- _What is expected_
For each record below, retype the text exactly and omit any image.

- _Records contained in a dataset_
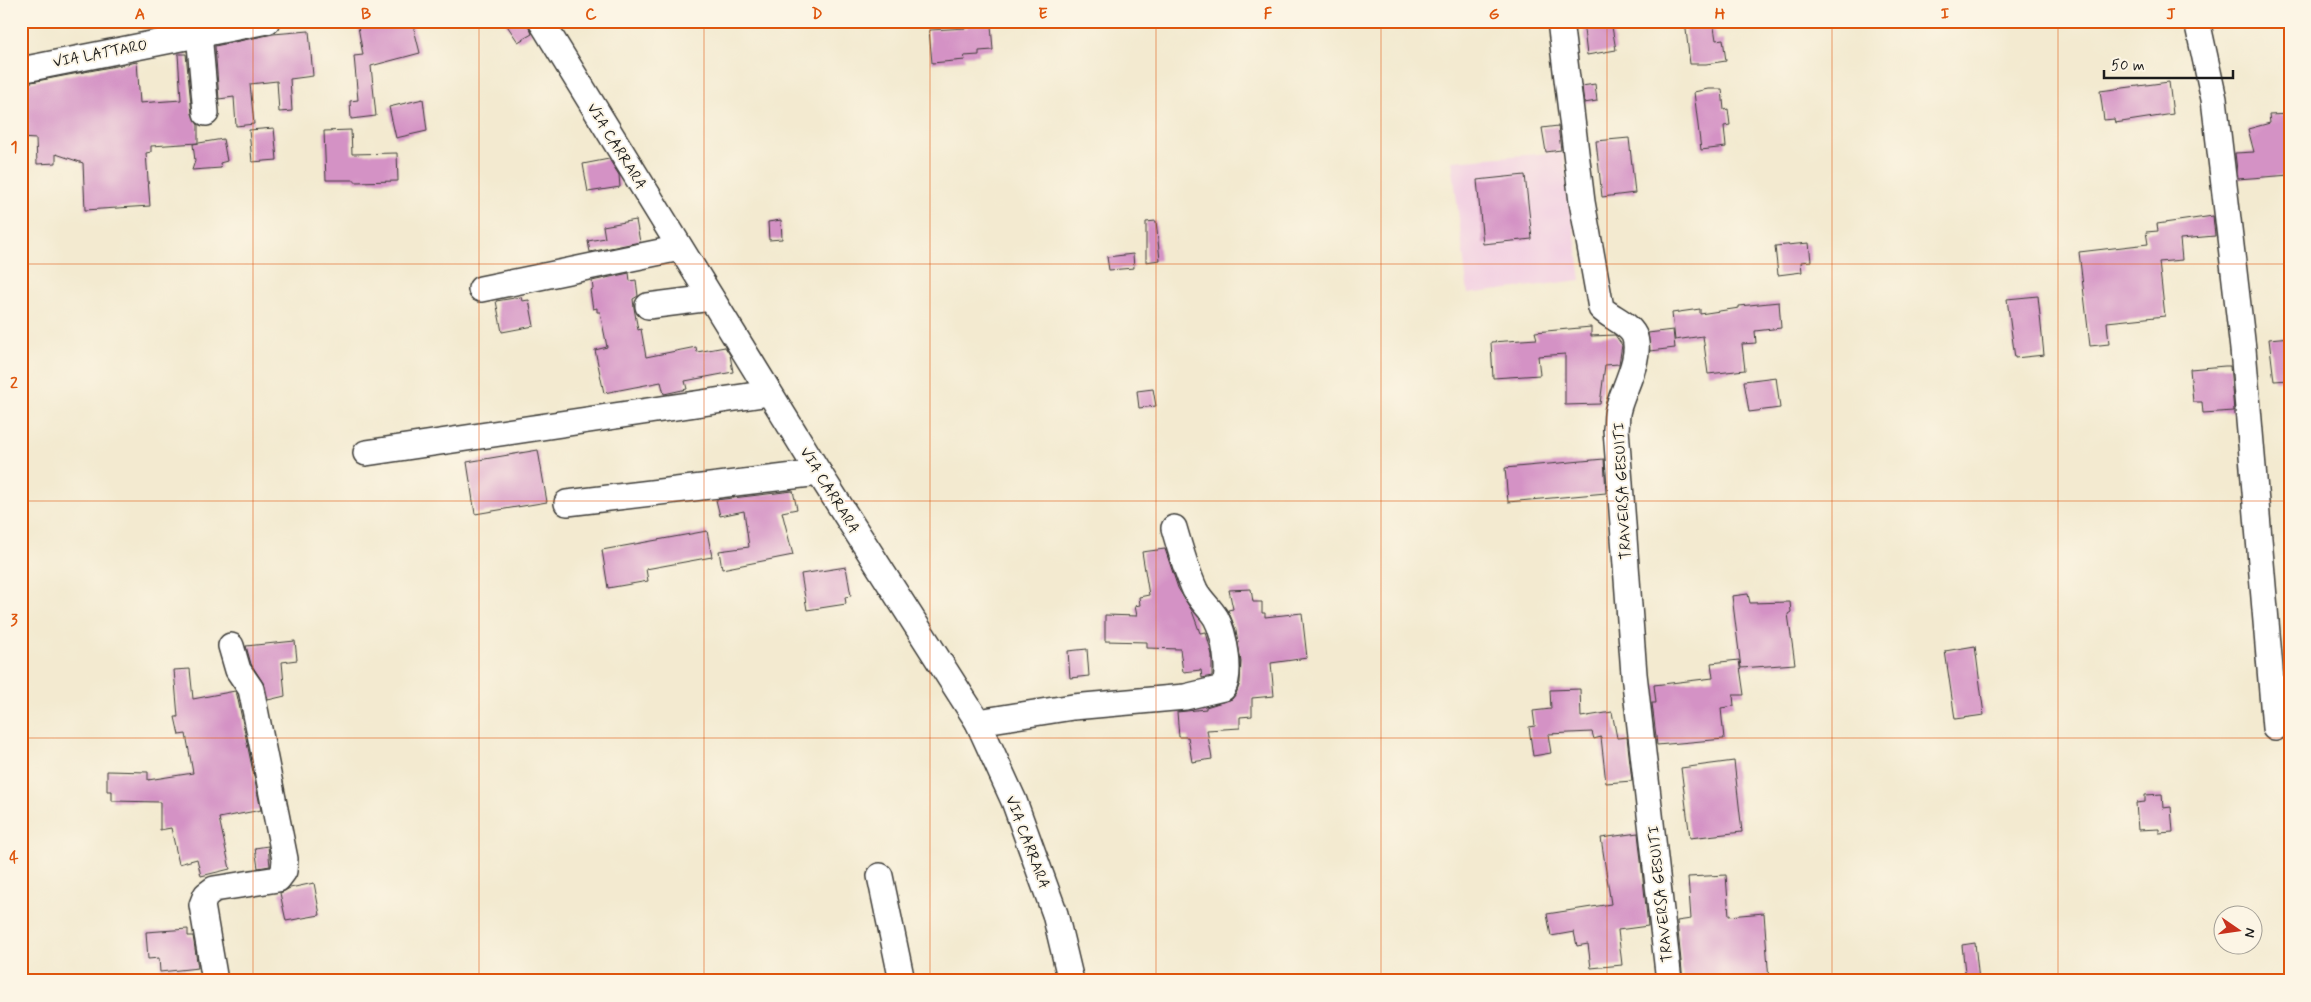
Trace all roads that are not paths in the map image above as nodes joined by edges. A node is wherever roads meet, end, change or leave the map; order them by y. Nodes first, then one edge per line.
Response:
1 (267, 21) edge
2 (541, 21) edge
3 (1560, 21) edge
4 (2197, 21) edge
5 (199, 33) junction
6 (21, 70) edge
7 (206, 113) dead end
8 (680, 248) junction
9 (480, 289) dead end
10 (711, 298) junction
11 (648, 306) dead end
12 (769, 393) junction
13 (366, 453) dead end
14 (819, 473) junction
15 (567, 503) dead end
16 (1174, 528) dead end
17 (231, 646) dead end
18 (978, 722) junction
19 (2275, 728) dead end
20 (880, 876) dead end
21 (215, 981) edge
22 (902, 981) edge
23 (1071, 981) edge
24 (1669, 981) edge

1 - 5 street, VIA LATTARO
2 - 8 street, VIA CARRARA
3 - 24 street, TRAVERSA GESUITI
4 - 19 street
5 - 6 street, VIA LATTARO
5 - 7 street
8 - 9 street
8 - 10 street, VIA CARRARA
10 - 11 street
10 - 12 street, VIA CARRARA
12 - 13 street
12 - 14 street, VIA CARRARA
14 - 15 street
14 - 18 street, VIA CARRARA
16 - 18 street
17 - 21 street
18 - 23 street, VIA CARRARA
20 - 22 street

- _Task response_
Trace all roads that are not paths in the map image above as nodes joined by edges. A node is wherever roads meet, end, change or leave the map; order them by y. Nodes first, then one edge per line.
Response:
1 (267, 21) edge
2 (541, 21) edge
3 (1560, 21) edge
4 (2197, 21) edge
5 (199, 33) junction
6 (21, 70) edge
7 (206, 113) dead end
8 (680, 248) junction
9 (480, 289) dead end
10 (711, 298) junction
11 (648, 306) dead end
12 (769, 393) junction
13 (366, 453) dead end
14 (819, 473) junction
15 (567, 503) dead end
16 (1174, 528) dead end
17 (231, 646) dead end
18 (978, 722) junction
19 (2275, 728) dead end
20 (880, 876) dead end
21 (215, 981) edge
22 (902, 981) edge
23 (1071, 981) edge
24 (1669, 981) edge

1 - 5 street, VIA LATTARO
2 - 8 street, VIA CARRARA
3 - 24 street, TRAVERSA GESUITI
4 - 19 street
5 - 6 street, VIA LATTARO
5 - 7 street
8 - 9 street
8 - 10 street, VIA CARRARA
10 - 11 street
10 - 12 street, VIA CARRARA
12 - 13 street
12 - 14 street, VIA CARRARA
14 - 15 street
14 - 18 street, VIA CARRARA
16 - 18 street
17 - 21 street
18 - 23 street, VIA CARRARA
20 - 22 street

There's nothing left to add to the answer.